I mandarini, i cachi, le banane, l’uva: questi sono solo alcuni dei frutti che da sempre vengono quasi vietati a chi ha problemi di glicemia alta e a chi soffre di diabete. In realtà, però, si tratta di una vecchia concezione dell’alimentazione per chi ha picchi glicemici importanti. Gli studi degli ultimi anni hanno permesso di fare numerosi progressi in tal senso e di scoprire che in realtà questi tipi di frutta non sono da evitare. “C’è una netta differenza tra indice glicemico e carico glicemico – spiega ai microfoni di MeteoWeb il nutrizionista Vincenzo Liguori -. Tutta la frutta ha un indice glicemico alto perché contiene zuccheri semplici, che sono quelli più facili da assorbire. Quindi è vero, che alzano la glicemia ma solo per un breve periodo di tempo: dopo qualche minuto i livelli di glucosio nel sangue tornano nella norma. Il problema si pone con tutti quegli alimenti in cui il carico glicemico è elevato. Il riso, ad esempio, che ha un carico glicemico molto alto, fa sì che la glicemia permanga alta per molto tempo. Frutti come il mandarino, invece, fanno salire solo l’indice glicemico, che si abbassa in poco tempo” spiega il dott. Liguori.
“Nel caso di pasta e riso – continua ancora l’esperto – si parla di carico glicemico, che sale e permane alto. Si tratta, nello specifico, della quantità effettiva di glucosio che un alimento può rilasciare. Permanendo per lungo tempo la glicemia alta, si creano problemi dovuti a tutte quelle sostanze pericolose che ne derivano, come ad esempio l’emoglobina glicata. Quindi – precisa il nutrizionista – è vero che la frutta è glicemica, ma si può mangiare, soprattutto se viene consumata lontana dai pasti principali”.

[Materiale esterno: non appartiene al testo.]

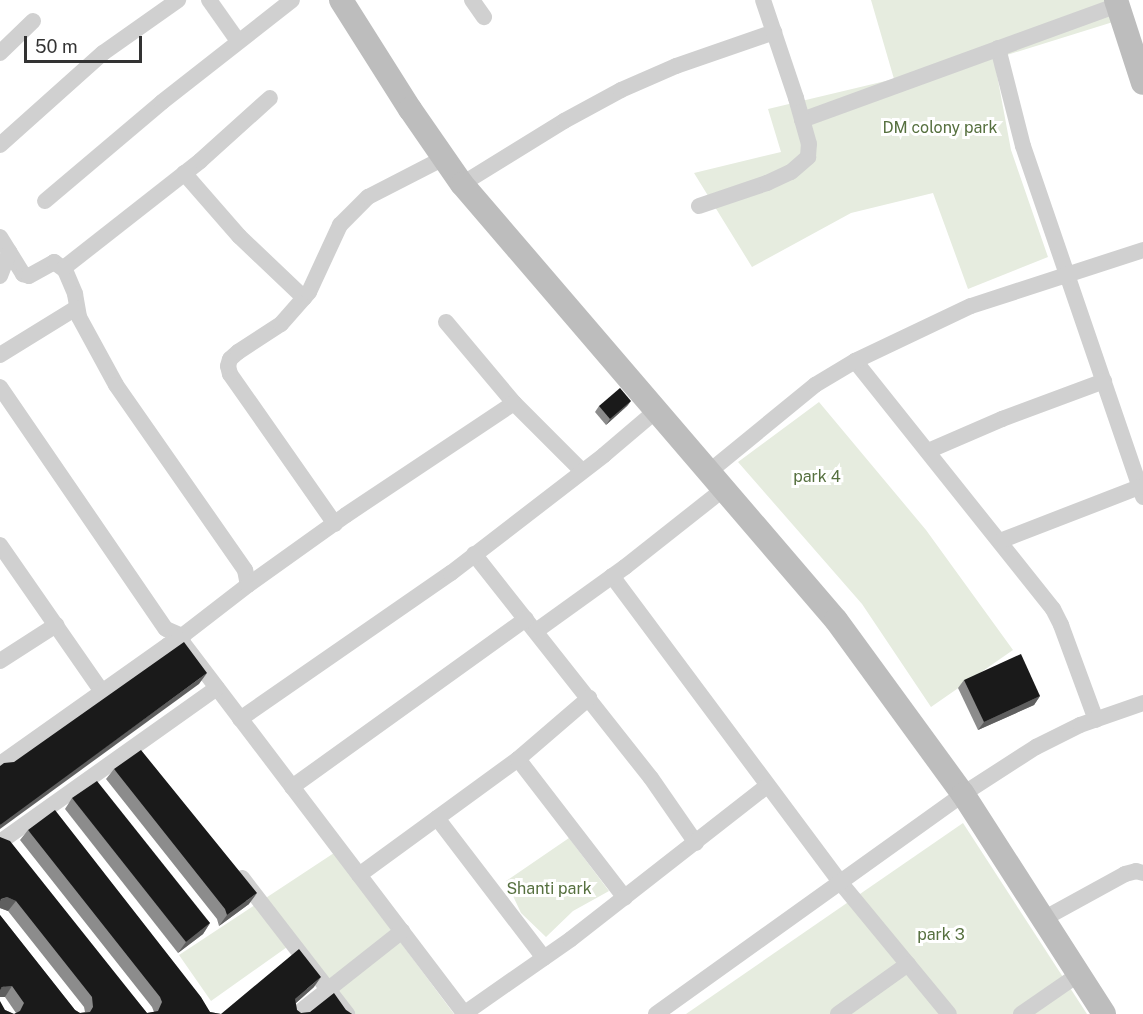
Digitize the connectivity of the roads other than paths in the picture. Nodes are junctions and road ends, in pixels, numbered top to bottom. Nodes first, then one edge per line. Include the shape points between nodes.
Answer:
1 (178, 0) edge
2 (209, 0) edge
3 (292, 0) edge
4 (341, 0) edge
5 (472, 0) edge
6 (763, 0) edge
7 (1117, 3) edge
8 (484, 17) dead end
9 (33, 21) dead end
10 (774, 32) junction
11 (238, 41) junction
12 (998, 48) junction
13 (0, 53) edge
14 (1143, 83) edge
15 (270, 98) dead end
16 (802, 120) junction
17 (0, 145) edge
18 (444, 158) junction
19 (184, 173) junction
20 (462, 184) junction
21 (45, 201) dead end
22 (699, 206) dead end
23 (0, 237) edge
24 (1143, 250) edge
25 (9, 252) junction
26 (65, 270) junction
27 (1066, 275) junction
28 (0, 276) edge
29 (304, 298) junction
30 (76, 308) junction
31 (446, 322) dead end
32 (0, 355) edge
33 (855, 360) junction
34 (1104, 381) junction
35 (0, 387) edge
36 (514, 403) junction
37 (657, 410) junction
38 (928, 451) junction
39 (582, 471) junction
40 (717, 479) junction
41 (1141, 492) edge
42 (334, 524) junction
43 (1000, 541) junction
44 (0, 545) edge
45 (474, 554) junction
46 (612, 576) junction
47 (248, 585) junction
48 (56, 625) junction
49 (531, 625) junction
50 (182, 638) junction
51 (0, 661) edge
52 (217, 688) junction
53 (102, 692) junction
54 (589, 698) junction
55 (1143, 703) edge
56 (240, 719) junction
57 (1096, 720) junction
58 (518, 759) junction
59 (0, 764) edge
60 (767, 786) junction
61 (292, 787) junction
62 (963, 794) junction
63 (437, 818) junction
64 (3, 840) edge
65 (696, 843) junction
66 (18, 855) edge
67 (233, 868) edge
68 (1143, 873) edge
69 (359, 875) junction
70 (840, 882) junction
71 (625, 898) junction
72 (1045, 918) junction
73 (402, 932) junction
74 (544, 958) junction
75 (908, 964) junction
76 (1079, 974) junction
77 (328, 992) junction
78 (297, 1014) edge
79 (347, 1014) edge
80 (465, 1014) edge
81 (656, 1014) edge
82 (838, 1014) edge
83 (949, 1014) edge
84 (1021, 1014) edge
85 (1104, 1014) edge

1 - 17 street via 103,53
2 - 11 street
3 - 11 street
4 - 18 street
5 - 8 street
6 - 10 street
7 - 12 street
7 - 14 street
9 - 13 street
10 - 16 street
10 - 20 street via 621,90
11 - 21 street
12 - 16 street
12 - 27 street via 1023,146
15 - 19 street
16 - 22 street via 809,144 803,164 767,183
18 - 20 street
18 - 29 street via 368,197 340,225
19 - 26 street
19 - 29 street via 239,236
20 - 37 street
23 - 25 street
24 - 27 street
25 - 26 street via 23,274 29,276 54,262
25 - 28 street
26 - 30 street
27 - 33 street via 971,306
27 - 34 street
29 - 42 street via 281,324 238,352 228,366
30 - 32 street
30 - 47 street via 116,385 245,570
31 - 36 street
33 - 38 street
33 - 40 street via 815,386
34 - 38 street
34 - 41 street
35 - 50 street via 166,629
36 - 39 street
36 - 42 street
37 - 39 street
37 - 40 street
38 - 43 street
39 - 45 street
40 - 46 street
40 - 62 street via 836,620
41 - 43 street
42 - 47 street
43 - 57 street via 1057,617
44 - 48 street
45 - 49 street
45 - 56 street
46 - 49 street
46 - 60 street
47 - 50 street
48 - 51 street
48 - 53 street
49 - 54 street
49 - 61 street
50 - 52 street
50 - 53 street
52 - 56 street
52 - 64 street via 54,812
53 - 59 street
54 - 58 street
54 - 65 street
55 - 57 street
56 - 61 street
57 - 62 street via 1036,747
58 - 63 street
58 - 71 street
60 - 65 street
60 - 70 street
61 - 69 street
62 - 70 street
62 - 72 street
63 - 69 street
63 - 74 street
64 - 66 street
65 - 71 street
67 - 77 street
68 - 72 street via 1125,874
69 - 73 street
70 - 75 street
70 - 81 street
71 - 74 street
72 - 76 street
73 - 77 street
73 - 80 street
74 - 80 street
75 - 82 street
75 - 83 street
76 - 84 street
76 - 85 street
77 - 78 street
77 - 79 street

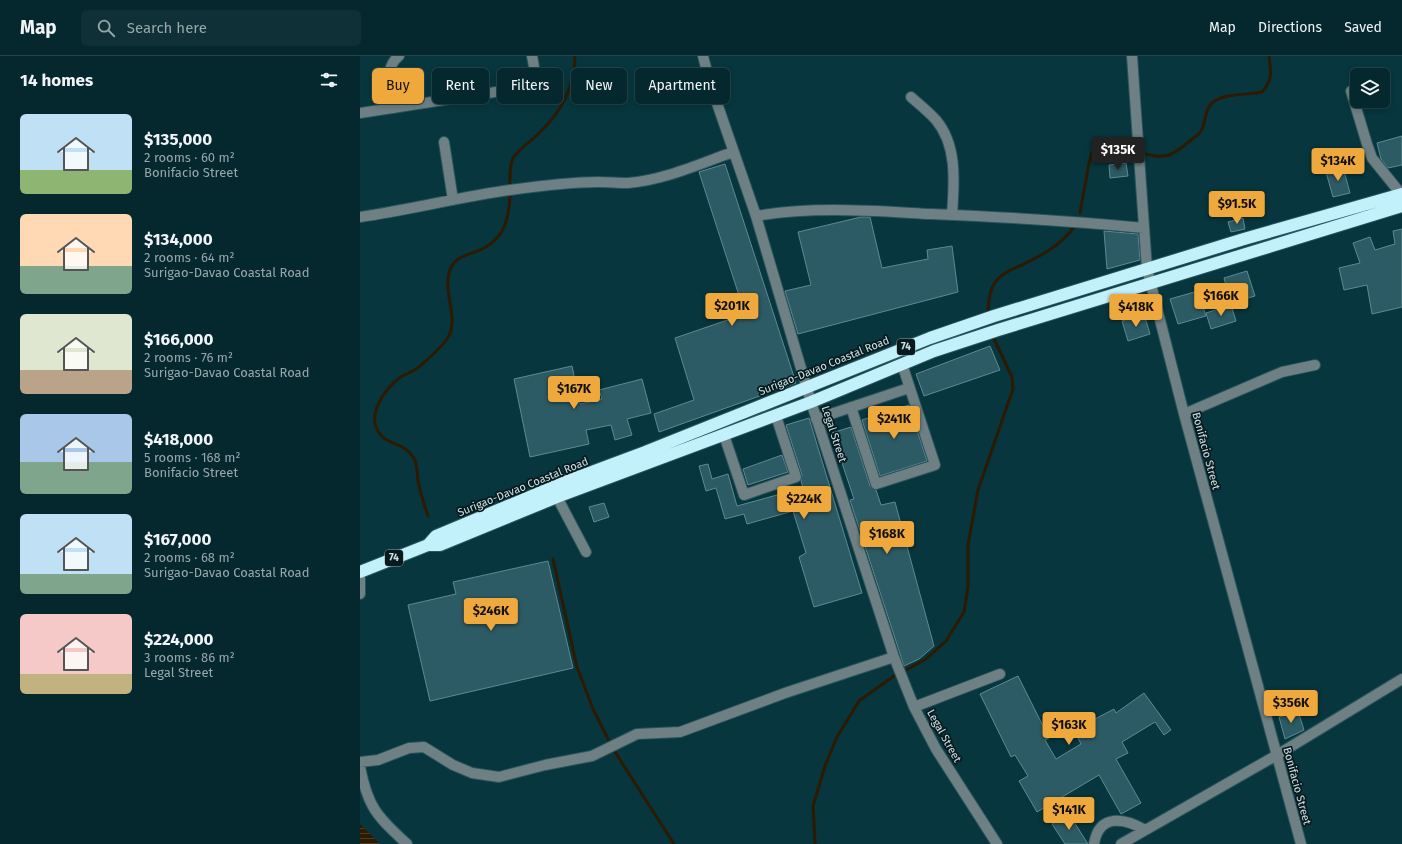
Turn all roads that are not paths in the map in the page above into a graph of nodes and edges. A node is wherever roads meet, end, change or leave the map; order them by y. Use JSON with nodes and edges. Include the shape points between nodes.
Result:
{"nodes":[{"id":1,"x":399,"y":56,"type":"edge"},
{"id":2,"x":532,"y":56,"type":"edge"},
{"id":3,"x":703,"y":56,"type":"edge"},
{"id":4,"x":1132,"y":56,"type":"edge"},
{"id":5,"x":911,"y":97,"type":"dead end"},
{"id":6,"x":394,"y":108,"type":"junction"},
{"id":7,"x":1356,"y":108,"type":"edge"},
{"id":8,"x":360,"y":113,"type":"edge"},
{"id":9,"x":444,"y":142,"type":"dead end"},
{"id":10,"x":733,"y":152,"type":"junction"},
{"id":11,"x":1402,"y":198,"type":"edge"},
{"id":12,"x":453,"y":200,"type":"junction"},
{"id":13,"x":952,"y":215,"type":"junction"},
{"id":14,"x":756,"y":216,"type":"junction"},
{"id":15,"x":360,"y":217,"type":"edge"},
{"id":16,"x":1144,"y":228,"type":"junction"},
{"id":17,"x":1244,"y":239,"type":"junction"},
{"id":18,"x":1248,"y":252,"type":"junction"},
{"id":19,"x":1147,"y":269,"type":"junction"},
{"id":20,"x":1150,"y":283,"type":"junction"},
{"id":21,"x":994,"y":316,"type":"junction"},
{"id":22,"x":998,"y":330,"type":"junction"},
{"id":23,"x":902,"y":364,"type":"junction"},
{"id":24,"x":1315,"y":365,"type":"dead end"},
{"id":25,"x":806,"y":388,"type":"junction"},
{"id":26,"x":909,"y":388,"type":"junction"},
{"id":27,"x":810,"y":402,"type":"junction"},
{"id":28,"x":851,"y":407,"type":"junction"},
{"id":29,"x":1184,"y":414,"type":"junction"},
{"id":30,"x":776,"y":416,"type":"junction"},
{"id":31,"x":816,"y":419,"type":"junction"},
{"id":32,"x":724,"y":435,"type":"junction"},
{"id":33,"x":645,"y":452,"type":"junction"},
{"id":34,"x":649,"y":464,"type":"junction"},
{"id":35,"x":572,"y":486,"type":"junction"},
{"id":36,"x":558,"y":497,"type":"junction"},
{"id":37,"x":428,"y":545,"type":"junction"},
{"id":38,"x":586,"y":552,"type":"dead end"},
{"id":39,"x":360,"y":572,"type":"edge"},
{"id":40,"x":360,"y":594,"type":"edge"},
{"id":41,"x":894,"y":658,"type":"junction"},
{"id":42,"x":1000,"y":674,"type":"dead end"},
{"id":43,"x":1402,"y":679,"type":"edge"},
{"id":44,"x":914,"y":707,"type":"junction"},
{"id":45,"x":1277,"y":755,"type":"junction"},
{"id":46,"x":360,"y":762,"type":"edge"},
{"id":47,"x":360,"y":767,"type":"edge"},
{"id":48,"x":1145,"y":830,"type":"junction"},
{"id":49,"x":407,"y":844,"type":"edge"},
{"id":50,"x":997,"y":844,"type":"edge"},
{"id":51,"x":1094,"y":844,"type":"edge"},
{"id":52,"x":1121,"y":844,"type":"edge"},
{"id":53,"x":1301,"y":844,"type":"edge"}],
"edges":[{"from":1,"to":6,"type":"street","via":[[390,69]]},
{"from":2,"to":6,"type":"street","via":[[535,78],[528,87]]},
{"from":3,"to":10,"type":"street","name":"Legal Street"},
{"from":4,"to":16,"type":"street","name":"Bonifacio Street"},
{"from":5,"to":13,"type":"street","via":[[937,121],[946,138],[953,160]]},
{"from":6,"to":8,"type":"street"},
{"from":7,"to":11,"type":"street","via":[[1372,158]]},
{"from":9,"to":12,"type":"street"},
{"from":10,"to":12,"type":"street","via":[[665,176],[628,183],[559,184]]},
{"from":10,"to":14,"type":"street","name":"Legal Street"},
{"from":11,"to":17,"type":"highway","name":"Surigao-Davao Coastal Road","number":"74"},
{"from":11,"to":18,"type":"highway","name":"Surigao-Davao Coastal Road","number":"74"},
{"from":12,"to":15,"type":"street"},
{"from":13,"to":14,"type":"street","via":[[812,210]]},
{"from":13,"to":16,"type":"street","via":[[1074,221]]},
{"from":14,"to":25,"type":"street","name":"Legal Street"},
{"from":16,"to":19,"type":"street","name":"Bonifacio Street"},
{"from":17,"to":18,"type":"highway"},
{"from":17,"to":19,"type":"highway","name":"Surigao-Davao Coastal Road","number":"74"},
{"from":18,"to":20,"type":"highway","name":"Surigao-Davao Coastal Road","number":"74"},
{"from":19,"to":20,"type":"street","name":"Bonifacio Street"},
{"from":19,"to":21,"type":"highway","name":"Surigao-Davao Coastal Road","number":"74"},
{"from":20,"to":22,"type":"highway","name":"Surigao-Davao Coastal Road","number":"74"},
{"from":20,"to":29,"type":"street","name":"Bonifacio Street"},
{"from":21,"to":22,"type":"highway"},
{"from":21,"to":25,"type":"highway","name":"Surigao-Davao Coastal Road","number":"74","via":[[930,338]]},
{"from":22,"to":23,"type":"highway","name":"Surigao-Davao Coastal Road","number":"74"},
{"from":23,"to":26,"type":"street"},
{"from":23,"to":27,"type":"highway","name":"Surigao-Davao Coastal Road","number":"74"},
{"from":24,"to":29,"type":"street","via":[[1282,372]]},
{"from":25,"to":27,"type":"street","name":"Legal Street"},
{"from":25,"to":33,"type":"highway","name":"Surigao-Davao Coastal Road","number":"74"},
{"from":26,"to":28,"type":"street"},
{"from":26,"to":28,"type":"street","via":[[935,465],[876,484]]},
{"from":27,"to":30,"type":"highway","name":"Surigao-Davao Coastal Road","number":"74"},
{"from":27,"to":31,"type":"street","name":"Legal Street"},
{"from":28,"to":31,"type":"street"},
{"from":29,"to":45,"type":"street","name":"Bonifacio Street"},
{"from":30,"to":32,"type":"highway","name":"Surigao-Davao Coastal Road","number":"74"},
{"from":30,"to":32,"type":"street","via":[[796,477],[744,495]]},
{"from":31,"to":41,"type":"street","name":"Legal Street"},
{"from":32,"to":34,"type":"highway","name":"Surigao-Davao Coastal Road","number":"74"},
{"from":33,"to":34,"type":"highway"},
{"from":33,"to":35,"type":"highway","name":"Surigao-Davao Coastal Road","number":"74"},
{"from":34,"to":35,"type":"highway","name":"Surigao-Davao Coastal Road","number":"74"},
{"from":35,"to":36,"type":"highway","name":"Surigao-Davao Coastal Road","number":"74"},
{"from":35,"to":37,"type":"highway","name":"Surigao-Davao Coastal Road","number":"74","via":[[436,536]]},
{"from":36,"to":37,"type":"highway","name":"Surigao-Davao Coastal Road","number":"74","via":[[440,545]]},
{"from":36,"to":38,"type":"street"},
{"from":37,"to":39,"type":"highway","name":"Surigao-Davao Coastal Road","number":"74"},
{"from":39,"to":40,"type":"street"},
{"from":41,"to":44,"type":"street","name":"Legal Street"},
{"from":41,"to":46,"type":"street","via":[[785,693],[680,732],[637,734],[592,756],[499,777],[472,773],[453,765],[424,747],[409,748],[378,760]]},
{"from":42,"to":44,"type":"street"},
{"from":43,"to":45,"type":"street"},
{"from":44,"to":50,"type":"street","name":"Legal Street","via":[[936,749]]},
{"from":45,"to":48,"type":"street"},
{"from":45,"to":53,"type":"street","name":"Bonifacio Street"},
{"from":47,"to":49,"type":"street","via":[[370,805]]},
{"from":48,"to":51,"type":"street","via":[[1129,821],[1112,822],[1102,828]]},
{"from":48,"to":52,"type":"street"}]}
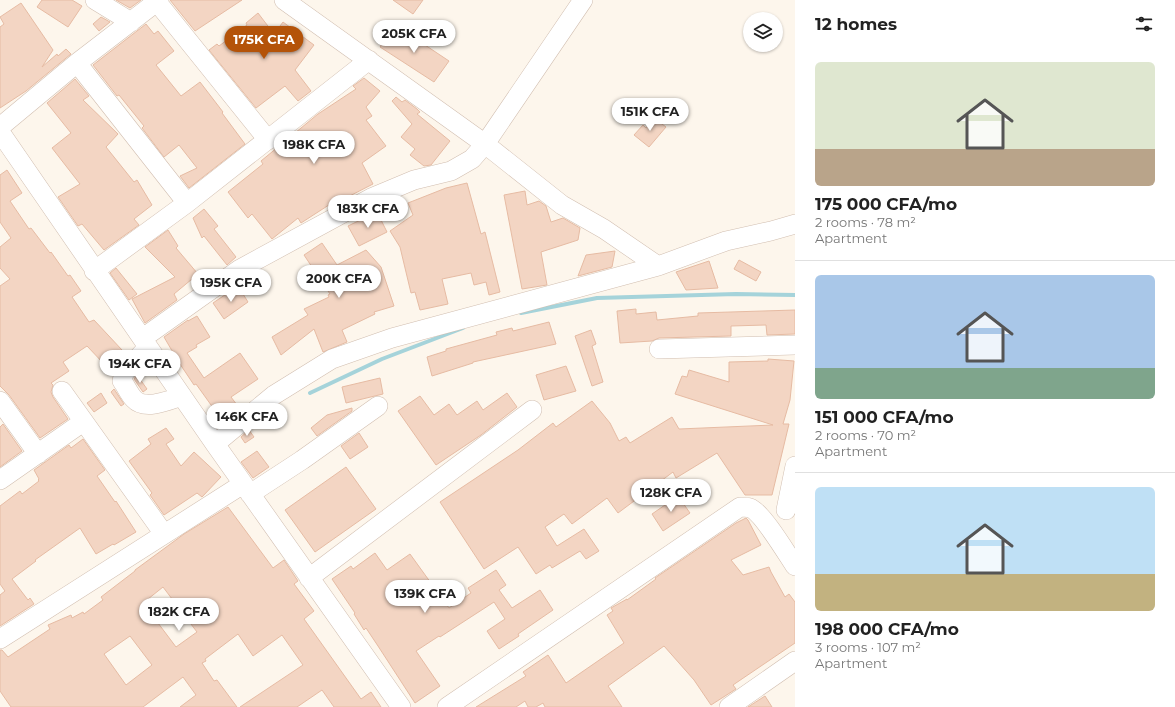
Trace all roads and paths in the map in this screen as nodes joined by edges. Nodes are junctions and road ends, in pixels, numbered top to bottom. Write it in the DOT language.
graph roads {
  1 [pos="95,0"];
  2 [pos="284,0"];
  3 [pos="583,0"];
  4 [pos="158,1"];
  5 [pos="131,22"];
  6 [pos="369,60"];
  7 [pos="77,63"];
  8 [pos="0,127"];
  9 [pos="0,132"];
  10 [pos="268,140"];
  11 [pos="485,144"];
  12 [pos="187,203"];
  13 [pos="795,224"];
  14 [pos="658,266"];
  15 [pos="94,271"];
  16 [pos="145,342"];
  17 [pos="795,345"];
  18 [pos="659,349"];
  19 [pos="62,391"];
  20 [pos="182,396"];
  21 [pos="0,401"];
  22 [pos="378,406"];
  23 [pos="532,410"];
  24 [pos="83,422"];
  25 [pos="215,444"];
  26 [pos="38,454"];
  27 [pos="795,466"];
  28 [pos="0,480"];
  29 [pos="247,489"];
  30 [pos="791,507"];
  31 [pos="766,524"];
  32 [pos="164,534"];
  33 [pos="795,566"];
  34 [pos="309,578"];
  35 [pos="0,639"];
  36 [pos="795,661"];
  37 [pos="401,707"];
  38 [pos="447,707"];
  39 [pos="729,707"];
  1 -- 5 [label="street"];
  2 -- 6 [label="street"];
  3 -- 11 [label="street"];
  4 -- 5 [label="street"];
  4 -- 10 [label="street"];
  5 -- 7 [label="street"];
  6 -- 10 [label="street"];
  6 -- 11 [label="street"];
  7 -- 8 [label="street"];
  7 -- 12 [label="street"];
  9 -- 15 [label="street"];
  10 -- 12 [label="street"];
  11 -- 14 [label="street"];
  11 -- 16 [label="street"];
  12 -- 15 [label="street"];
  13 -- 14 [label="street"];
  14 -- 25 [label="street"];
  15 -- 16 [label="street"];
  16 -- 20 [label="street"];
  16 -- 20 [label="street"];
  17 -- 18 [label="street"];
  19 -- 24 [label="street"];
  20 -- 25 [label="street"];
  21 -- 26 [label="street"];
  22 -- 29 [label="street"];
  23 -- 34 [label="street"];
  24 -- 26 [label="street"];
  24 -- 32 [label="street"];
  25 -- 29 [label="street"];
  26 -- 28 [label="street"];
  27 -- 30 [label="street"];
  29 -- 32 [label="street"];
  29 -- 34 [label="street"];
  30 -- 31 [label="street"];
  31 -- 33 [label="street"];
  31 -- 38 [label="street"];
  32 -- 35 [label="street"];
  34 -- 37 [label="street"];
  36 -- 39 [label="street"];
}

“E’ chiaro che è necessario stare attenti alle quantità: perché immettendo troppi zuccheri nel circolo ematico si rischia un picco glicemico importante, ma se ne mangio uno o due alla volta, anche mangiandone sei al giorno, non avrò conseguenze sull’organismo“. Infine, un’altro elemento importante da tenere in considerazione sono le fibre contenute nella frutta, le quali, conclude Liguori, “trattengono il rilascio degli zuccheri, a differenza dello zucchero utilizzato in cucina, che non contiene fibre e dunque va ad intaccare in maniera importante il carico glicemico“.